The night before last, after the forum was over, I walked out of Guatincara in the mud and rain, with my driver walking behind me carrying his bottles of diesal in hand.  After about an hour and a half of crab-walking the 4x4 up a 30-foot stretch of rutted clay and mud, sometimes getting out of the truck to throw debree under the wheels to get more traction, any traction, we were irrevocably stuck.  If anybody asks me why I didnt randomly sample from the organizations service area here, I would tell them I would have needed a monster truck driven by a statistician to make it through the very special ‘cluster’ that is southern Lempira in the summer.

My house in Guatincara.

Against nostalgia.  The Ferria changed things a bit last weekend.  This was the scene sunday.  Then a legion of old ladies with pushbrooms was out Monday morning and the basura and barrachos were gone.

street life in Candelaria

Postcard Honduras … Candelaria from the back porch

In Candelaria

I bought this kind of post-card because this is what we do when we want to show how aware we are of the pretentiousness of tourism—we buy post-cards that are selling the false memories. But I guess this is painted by a painter from Lempira, it’s pretty close to a representation of candelaria from my back porch.

Candelaria to my innocent eyes seems to embody this pastoral familiarity. I say this having already been befriended by the town drunk, Solomon, who has taught me a little karate—he tells me the secret is in the mind. I say this also knowing that it’s out in the pastures that people have it the roughest. The city has potable water and waste-water systems that would be the envy of some small communities in the US (many in Arkansas and West Virginia have to be doing worse), with a well-maintained slow-sand filtration potable water plant and a functional settling and passive aeration system for its waste-water.

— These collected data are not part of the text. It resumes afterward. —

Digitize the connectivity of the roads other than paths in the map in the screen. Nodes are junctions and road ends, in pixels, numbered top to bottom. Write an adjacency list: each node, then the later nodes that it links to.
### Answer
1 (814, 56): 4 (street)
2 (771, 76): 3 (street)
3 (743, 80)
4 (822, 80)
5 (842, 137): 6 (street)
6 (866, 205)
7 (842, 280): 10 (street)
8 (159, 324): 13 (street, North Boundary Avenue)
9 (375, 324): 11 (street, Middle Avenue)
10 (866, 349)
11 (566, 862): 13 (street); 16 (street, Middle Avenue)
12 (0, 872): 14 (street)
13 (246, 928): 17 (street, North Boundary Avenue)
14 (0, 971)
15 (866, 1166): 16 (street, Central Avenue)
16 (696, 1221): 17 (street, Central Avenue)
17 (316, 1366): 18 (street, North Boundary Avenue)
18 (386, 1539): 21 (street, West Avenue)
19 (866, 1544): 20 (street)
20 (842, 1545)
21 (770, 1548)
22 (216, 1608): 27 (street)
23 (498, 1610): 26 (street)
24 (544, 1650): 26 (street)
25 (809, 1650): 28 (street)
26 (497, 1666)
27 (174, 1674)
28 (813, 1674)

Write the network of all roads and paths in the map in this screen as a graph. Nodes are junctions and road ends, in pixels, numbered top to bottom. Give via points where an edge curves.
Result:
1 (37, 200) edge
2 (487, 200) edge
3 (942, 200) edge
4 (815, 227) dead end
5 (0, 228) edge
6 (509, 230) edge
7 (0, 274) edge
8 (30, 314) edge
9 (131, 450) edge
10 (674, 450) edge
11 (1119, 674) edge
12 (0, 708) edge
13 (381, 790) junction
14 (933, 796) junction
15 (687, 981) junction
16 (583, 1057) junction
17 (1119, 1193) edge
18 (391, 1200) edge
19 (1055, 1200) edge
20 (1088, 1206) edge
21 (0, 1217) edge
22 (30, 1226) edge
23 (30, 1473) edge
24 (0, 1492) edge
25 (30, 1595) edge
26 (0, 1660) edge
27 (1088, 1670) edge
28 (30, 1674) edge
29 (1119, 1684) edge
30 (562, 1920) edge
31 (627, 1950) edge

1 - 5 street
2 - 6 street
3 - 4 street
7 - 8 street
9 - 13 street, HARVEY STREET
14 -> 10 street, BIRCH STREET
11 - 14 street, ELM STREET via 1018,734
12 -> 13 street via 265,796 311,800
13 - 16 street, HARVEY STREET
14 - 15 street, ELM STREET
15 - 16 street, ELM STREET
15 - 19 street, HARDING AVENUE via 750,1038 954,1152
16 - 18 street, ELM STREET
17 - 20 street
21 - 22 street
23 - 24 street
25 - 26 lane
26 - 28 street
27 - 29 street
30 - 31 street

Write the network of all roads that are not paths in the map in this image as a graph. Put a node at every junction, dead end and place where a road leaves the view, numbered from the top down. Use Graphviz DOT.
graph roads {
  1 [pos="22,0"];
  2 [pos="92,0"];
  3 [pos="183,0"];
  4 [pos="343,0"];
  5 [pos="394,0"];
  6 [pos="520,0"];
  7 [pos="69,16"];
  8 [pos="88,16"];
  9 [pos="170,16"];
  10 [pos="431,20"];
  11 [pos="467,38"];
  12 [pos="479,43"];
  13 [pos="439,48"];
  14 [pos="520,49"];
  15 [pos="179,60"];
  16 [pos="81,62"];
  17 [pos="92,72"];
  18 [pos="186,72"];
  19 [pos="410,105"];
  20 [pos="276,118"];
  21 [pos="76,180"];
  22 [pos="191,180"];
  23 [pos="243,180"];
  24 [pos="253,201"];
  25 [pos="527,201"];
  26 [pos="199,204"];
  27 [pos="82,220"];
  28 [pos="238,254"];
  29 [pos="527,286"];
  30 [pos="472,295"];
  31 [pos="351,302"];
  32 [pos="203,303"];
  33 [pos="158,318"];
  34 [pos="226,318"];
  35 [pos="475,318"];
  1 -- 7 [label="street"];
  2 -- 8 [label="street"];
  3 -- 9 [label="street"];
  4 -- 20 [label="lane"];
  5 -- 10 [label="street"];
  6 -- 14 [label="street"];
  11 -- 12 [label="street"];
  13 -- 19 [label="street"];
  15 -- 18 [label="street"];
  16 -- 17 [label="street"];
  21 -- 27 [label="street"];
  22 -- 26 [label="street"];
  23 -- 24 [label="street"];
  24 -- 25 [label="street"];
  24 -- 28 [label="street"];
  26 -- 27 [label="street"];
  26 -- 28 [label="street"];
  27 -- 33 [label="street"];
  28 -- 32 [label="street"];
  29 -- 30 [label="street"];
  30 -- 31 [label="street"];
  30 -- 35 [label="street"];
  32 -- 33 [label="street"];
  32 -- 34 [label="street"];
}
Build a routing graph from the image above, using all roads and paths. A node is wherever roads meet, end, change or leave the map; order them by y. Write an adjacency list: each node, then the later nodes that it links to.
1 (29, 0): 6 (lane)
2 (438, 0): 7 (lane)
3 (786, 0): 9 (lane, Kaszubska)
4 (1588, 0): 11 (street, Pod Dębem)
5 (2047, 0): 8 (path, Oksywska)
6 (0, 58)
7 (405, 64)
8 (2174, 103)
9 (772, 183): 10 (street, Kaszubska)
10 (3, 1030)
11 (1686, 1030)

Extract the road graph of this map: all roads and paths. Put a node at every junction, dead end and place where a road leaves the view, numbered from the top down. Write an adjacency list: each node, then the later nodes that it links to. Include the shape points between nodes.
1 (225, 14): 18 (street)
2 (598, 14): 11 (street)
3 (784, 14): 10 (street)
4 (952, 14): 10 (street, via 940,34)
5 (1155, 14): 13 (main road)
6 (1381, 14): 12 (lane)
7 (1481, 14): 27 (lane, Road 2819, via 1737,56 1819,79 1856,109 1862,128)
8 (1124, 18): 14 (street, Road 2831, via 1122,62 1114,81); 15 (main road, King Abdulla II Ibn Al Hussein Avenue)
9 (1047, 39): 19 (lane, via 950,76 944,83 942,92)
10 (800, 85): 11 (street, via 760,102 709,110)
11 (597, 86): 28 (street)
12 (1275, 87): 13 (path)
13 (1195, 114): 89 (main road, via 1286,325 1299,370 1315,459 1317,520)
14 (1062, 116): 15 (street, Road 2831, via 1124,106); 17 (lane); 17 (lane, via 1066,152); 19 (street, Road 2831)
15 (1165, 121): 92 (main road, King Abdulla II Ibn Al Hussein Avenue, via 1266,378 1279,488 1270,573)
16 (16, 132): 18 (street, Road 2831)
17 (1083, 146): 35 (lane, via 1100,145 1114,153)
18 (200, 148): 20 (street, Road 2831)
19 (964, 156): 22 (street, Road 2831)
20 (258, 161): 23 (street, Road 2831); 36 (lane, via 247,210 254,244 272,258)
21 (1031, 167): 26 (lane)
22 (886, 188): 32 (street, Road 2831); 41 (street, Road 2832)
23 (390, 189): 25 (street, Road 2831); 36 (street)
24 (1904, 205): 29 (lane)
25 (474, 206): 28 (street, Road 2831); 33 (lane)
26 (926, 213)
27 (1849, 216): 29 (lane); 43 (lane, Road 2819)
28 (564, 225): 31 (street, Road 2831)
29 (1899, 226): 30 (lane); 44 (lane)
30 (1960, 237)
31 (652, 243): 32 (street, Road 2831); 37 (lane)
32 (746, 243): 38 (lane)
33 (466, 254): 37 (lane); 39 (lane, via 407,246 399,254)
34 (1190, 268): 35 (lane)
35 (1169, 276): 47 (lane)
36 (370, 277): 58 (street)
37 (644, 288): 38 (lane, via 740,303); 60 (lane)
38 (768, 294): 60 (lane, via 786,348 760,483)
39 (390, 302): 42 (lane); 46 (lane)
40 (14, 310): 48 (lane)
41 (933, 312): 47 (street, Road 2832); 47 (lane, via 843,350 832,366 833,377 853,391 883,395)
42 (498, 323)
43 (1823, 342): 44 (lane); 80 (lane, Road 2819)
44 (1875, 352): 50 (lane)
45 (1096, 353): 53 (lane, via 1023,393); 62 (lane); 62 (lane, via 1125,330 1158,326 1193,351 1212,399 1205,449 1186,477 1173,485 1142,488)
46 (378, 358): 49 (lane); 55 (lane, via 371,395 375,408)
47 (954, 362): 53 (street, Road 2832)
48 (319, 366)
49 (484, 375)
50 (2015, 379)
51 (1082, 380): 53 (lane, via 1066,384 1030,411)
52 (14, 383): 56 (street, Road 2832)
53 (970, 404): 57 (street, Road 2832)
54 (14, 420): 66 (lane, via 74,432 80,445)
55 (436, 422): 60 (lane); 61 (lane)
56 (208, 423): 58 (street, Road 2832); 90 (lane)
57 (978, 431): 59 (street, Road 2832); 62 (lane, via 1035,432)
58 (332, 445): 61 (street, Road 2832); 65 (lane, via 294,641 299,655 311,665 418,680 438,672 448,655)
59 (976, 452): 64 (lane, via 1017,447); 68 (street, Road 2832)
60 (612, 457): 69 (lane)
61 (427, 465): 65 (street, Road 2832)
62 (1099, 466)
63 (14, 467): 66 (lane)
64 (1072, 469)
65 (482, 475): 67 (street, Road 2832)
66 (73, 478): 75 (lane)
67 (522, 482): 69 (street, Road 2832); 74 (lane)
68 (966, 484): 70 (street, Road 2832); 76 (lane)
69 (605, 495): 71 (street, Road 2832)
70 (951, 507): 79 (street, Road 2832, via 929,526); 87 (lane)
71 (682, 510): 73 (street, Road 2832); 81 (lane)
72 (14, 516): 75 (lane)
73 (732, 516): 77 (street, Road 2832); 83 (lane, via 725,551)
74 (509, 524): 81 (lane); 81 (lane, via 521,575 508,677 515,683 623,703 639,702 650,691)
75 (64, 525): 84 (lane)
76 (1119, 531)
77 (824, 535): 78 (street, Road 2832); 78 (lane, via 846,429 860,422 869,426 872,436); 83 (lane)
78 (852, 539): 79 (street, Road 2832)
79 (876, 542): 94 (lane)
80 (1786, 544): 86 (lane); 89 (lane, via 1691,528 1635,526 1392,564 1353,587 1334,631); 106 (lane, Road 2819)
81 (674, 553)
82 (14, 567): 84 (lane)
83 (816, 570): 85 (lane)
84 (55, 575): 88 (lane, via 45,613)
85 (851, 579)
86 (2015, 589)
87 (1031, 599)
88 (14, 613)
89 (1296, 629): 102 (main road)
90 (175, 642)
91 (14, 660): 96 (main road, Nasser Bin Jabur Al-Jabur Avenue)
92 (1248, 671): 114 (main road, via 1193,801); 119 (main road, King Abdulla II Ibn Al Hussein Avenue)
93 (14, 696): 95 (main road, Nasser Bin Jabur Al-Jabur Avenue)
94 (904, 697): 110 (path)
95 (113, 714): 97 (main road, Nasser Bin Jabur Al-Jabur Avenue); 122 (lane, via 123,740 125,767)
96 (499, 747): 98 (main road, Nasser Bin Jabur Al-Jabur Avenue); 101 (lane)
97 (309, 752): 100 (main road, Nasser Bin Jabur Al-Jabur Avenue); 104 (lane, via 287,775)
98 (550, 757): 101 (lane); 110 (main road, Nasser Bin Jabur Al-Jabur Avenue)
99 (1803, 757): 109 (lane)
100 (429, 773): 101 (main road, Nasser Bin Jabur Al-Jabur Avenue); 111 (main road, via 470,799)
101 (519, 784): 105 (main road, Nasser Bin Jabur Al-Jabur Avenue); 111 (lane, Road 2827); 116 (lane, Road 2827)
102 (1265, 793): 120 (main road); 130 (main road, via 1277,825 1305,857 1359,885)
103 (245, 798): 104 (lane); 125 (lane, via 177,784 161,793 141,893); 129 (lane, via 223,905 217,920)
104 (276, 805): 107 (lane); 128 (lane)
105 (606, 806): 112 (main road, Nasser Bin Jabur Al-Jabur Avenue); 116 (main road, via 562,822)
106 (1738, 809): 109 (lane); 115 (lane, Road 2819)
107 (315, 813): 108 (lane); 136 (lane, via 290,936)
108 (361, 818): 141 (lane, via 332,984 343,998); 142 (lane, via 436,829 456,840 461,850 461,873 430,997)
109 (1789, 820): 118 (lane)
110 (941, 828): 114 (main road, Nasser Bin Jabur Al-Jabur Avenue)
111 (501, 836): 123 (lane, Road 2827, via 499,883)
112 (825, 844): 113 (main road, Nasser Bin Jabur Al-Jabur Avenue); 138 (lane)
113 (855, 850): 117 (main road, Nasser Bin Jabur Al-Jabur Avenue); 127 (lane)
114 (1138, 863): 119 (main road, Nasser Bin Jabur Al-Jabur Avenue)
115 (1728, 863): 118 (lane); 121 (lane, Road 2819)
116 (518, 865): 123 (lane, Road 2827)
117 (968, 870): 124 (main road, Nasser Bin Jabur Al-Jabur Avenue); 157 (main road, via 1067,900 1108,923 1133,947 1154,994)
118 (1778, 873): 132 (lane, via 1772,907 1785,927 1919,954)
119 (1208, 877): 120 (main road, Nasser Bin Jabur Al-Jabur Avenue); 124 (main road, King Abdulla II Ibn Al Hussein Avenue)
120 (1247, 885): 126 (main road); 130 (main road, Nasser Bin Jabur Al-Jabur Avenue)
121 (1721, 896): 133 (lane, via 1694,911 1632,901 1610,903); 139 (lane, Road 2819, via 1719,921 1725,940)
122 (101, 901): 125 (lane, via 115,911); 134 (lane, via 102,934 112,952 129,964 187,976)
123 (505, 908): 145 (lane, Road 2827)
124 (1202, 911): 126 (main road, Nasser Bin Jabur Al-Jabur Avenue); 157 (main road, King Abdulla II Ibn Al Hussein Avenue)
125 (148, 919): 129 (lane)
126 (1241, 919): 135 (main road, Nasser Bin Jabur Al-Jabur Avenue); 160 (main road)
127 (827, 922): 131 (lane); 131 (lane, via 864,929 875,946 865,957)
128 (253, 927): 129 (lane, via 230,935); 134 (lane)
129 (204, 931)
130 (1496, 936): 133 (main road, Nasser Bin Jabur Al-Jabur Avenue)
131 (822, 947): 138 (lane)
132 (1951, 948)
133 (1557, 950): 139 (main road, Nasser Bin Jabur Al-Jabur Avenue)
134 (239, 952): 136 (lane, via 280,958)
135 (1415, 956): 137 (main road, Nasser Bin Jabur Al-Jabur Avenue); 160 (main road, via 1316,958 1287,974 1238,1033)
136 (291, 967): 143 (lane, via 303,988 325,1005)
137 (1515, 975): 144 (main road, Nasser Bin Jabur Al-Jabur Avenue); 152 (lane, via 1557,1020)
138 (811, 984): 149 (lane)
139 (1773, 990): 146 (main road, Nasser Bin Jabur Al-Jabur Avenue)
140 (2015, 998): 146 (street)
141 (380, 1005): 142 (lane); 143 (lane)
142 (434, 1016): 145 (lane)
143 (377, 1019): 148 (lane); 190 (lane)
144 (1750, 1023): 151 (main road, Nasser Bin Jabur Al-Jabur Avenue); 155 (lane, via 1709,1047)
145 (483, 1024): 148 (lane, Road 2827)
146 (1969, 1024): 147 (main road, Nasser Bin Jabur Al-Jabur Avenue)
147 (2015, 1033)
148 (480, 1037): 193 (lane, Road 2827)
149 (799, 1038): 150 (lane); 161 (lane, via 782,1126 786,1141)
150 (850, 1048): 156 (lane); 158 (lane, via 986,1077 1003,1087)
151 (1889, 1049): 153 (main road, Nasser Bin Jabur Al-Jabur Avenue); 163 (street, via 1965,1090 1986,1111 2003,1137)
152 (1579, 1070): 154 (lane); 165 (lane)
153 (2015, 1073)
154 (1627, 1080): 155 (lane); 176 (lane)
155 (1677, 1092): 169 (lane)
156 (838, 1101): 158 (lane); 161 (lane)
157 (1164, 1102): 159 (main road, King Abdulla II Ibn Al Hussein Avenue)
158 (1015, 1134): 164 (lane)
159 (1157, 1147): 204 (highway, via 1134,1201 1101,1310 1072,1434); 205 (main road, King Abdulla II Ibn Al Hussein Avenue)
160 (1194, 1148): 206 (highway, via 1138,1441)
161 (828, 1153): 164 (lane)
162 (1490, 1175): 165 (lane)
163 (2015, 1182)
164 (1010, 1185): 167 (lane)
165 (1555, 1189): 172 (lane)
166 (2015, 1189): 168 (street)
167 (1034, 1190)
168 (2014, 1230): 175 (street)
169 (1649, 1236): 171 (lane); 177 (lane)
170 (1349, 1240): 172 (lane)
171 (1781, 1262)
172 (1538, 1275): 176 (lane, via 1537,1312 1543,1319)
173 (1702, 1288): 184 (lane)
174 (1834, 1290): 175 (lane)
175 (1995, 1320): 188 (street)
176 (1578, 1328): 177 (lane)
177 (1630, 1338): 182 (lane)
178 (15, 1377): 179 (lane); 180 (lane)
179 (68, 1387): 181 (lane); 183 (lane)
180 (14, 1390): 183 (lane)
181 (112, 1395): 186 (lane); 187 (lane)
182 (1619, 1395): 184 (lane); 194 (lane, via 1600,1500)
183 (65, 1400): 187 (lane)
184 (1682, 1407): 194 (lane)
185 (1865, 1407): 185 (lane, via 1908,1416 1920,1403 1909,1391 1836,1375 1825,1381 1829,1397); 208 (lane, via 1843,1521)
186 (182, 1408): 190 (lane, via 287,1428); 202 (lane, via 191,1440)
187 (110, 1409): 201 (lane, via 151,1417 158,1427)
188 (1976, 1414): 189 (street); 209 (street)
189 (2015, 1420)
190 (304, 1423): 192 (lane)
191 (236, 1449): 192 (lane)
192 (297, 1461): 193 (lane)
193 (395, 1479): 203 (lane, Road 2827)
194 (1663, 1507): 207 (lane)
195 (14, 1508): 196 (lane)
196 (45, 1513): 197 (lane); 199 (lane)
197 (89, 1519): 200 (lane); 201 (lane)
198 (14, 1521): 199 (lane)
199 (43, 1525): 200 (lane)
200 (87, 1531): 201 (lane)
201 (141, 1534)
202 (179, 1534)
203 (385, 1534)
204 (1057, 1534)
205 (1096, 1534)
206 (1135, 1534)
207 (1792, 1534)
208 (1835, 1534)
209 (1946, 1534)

Yet, according to the strategic plan of the Comité Central Pro Agua y Desarrollo Integral de Lempira, based in Candelaria,fifty-percent of the municipality is still—in the insensitive parlance of public health—open defecating. So far my view of Candelaria is as a place that is perched somewhere between the benefits and problems of Development, but which as a community is trying to navigate the course to a healthier life in a self-sustaining way. This part of Honduras is not inflicted by the violence of narco-trafficing, as parts of Copan are, or the history of banana republicanism, evidenced in the maquilas and banana farms around San Pedro. The city demonstrates is progressivism openly, as was on display yesterday in a parade of all of its political and educational groups as part of the downs Ferria, celebrating it’s 404th birthday. Apparently both the mayor and the priest are suppporters of “la Resistencia,” which challenges the authority of the coups that removed Zelaya in 2009—and by implication they are in opposition to the current government. The organizational complexity with which the Comitè is structured in its development work throughout southern Lempira is what I expect of political organizations in the Spanish-speaking world, full of lengthy organizational acronyms at every municipal and sub-municipal stage. I’m looking forward to getting more acquainted with the subjunctive mood by continuing to read their book of articles and regulations for the local juntas de agua. So far their humoring of outside evaluators—sent by external funding agencies—seems unnecessary. But I know they expect it. That, no doubt, is also part of living and working here.

American breakfast $$

This is the crowded scene in front of the Wester Union on Monday morning as I ate my Desayuno Americano across the street.  (At least 29% of the Honduran GDP comes from US remittances via laboring relatives in the US—one of the largest sources of cash here.)  As for myself, I hope that this restaurant takes credit cards, because there isn’t a cash machine for a hundred miles.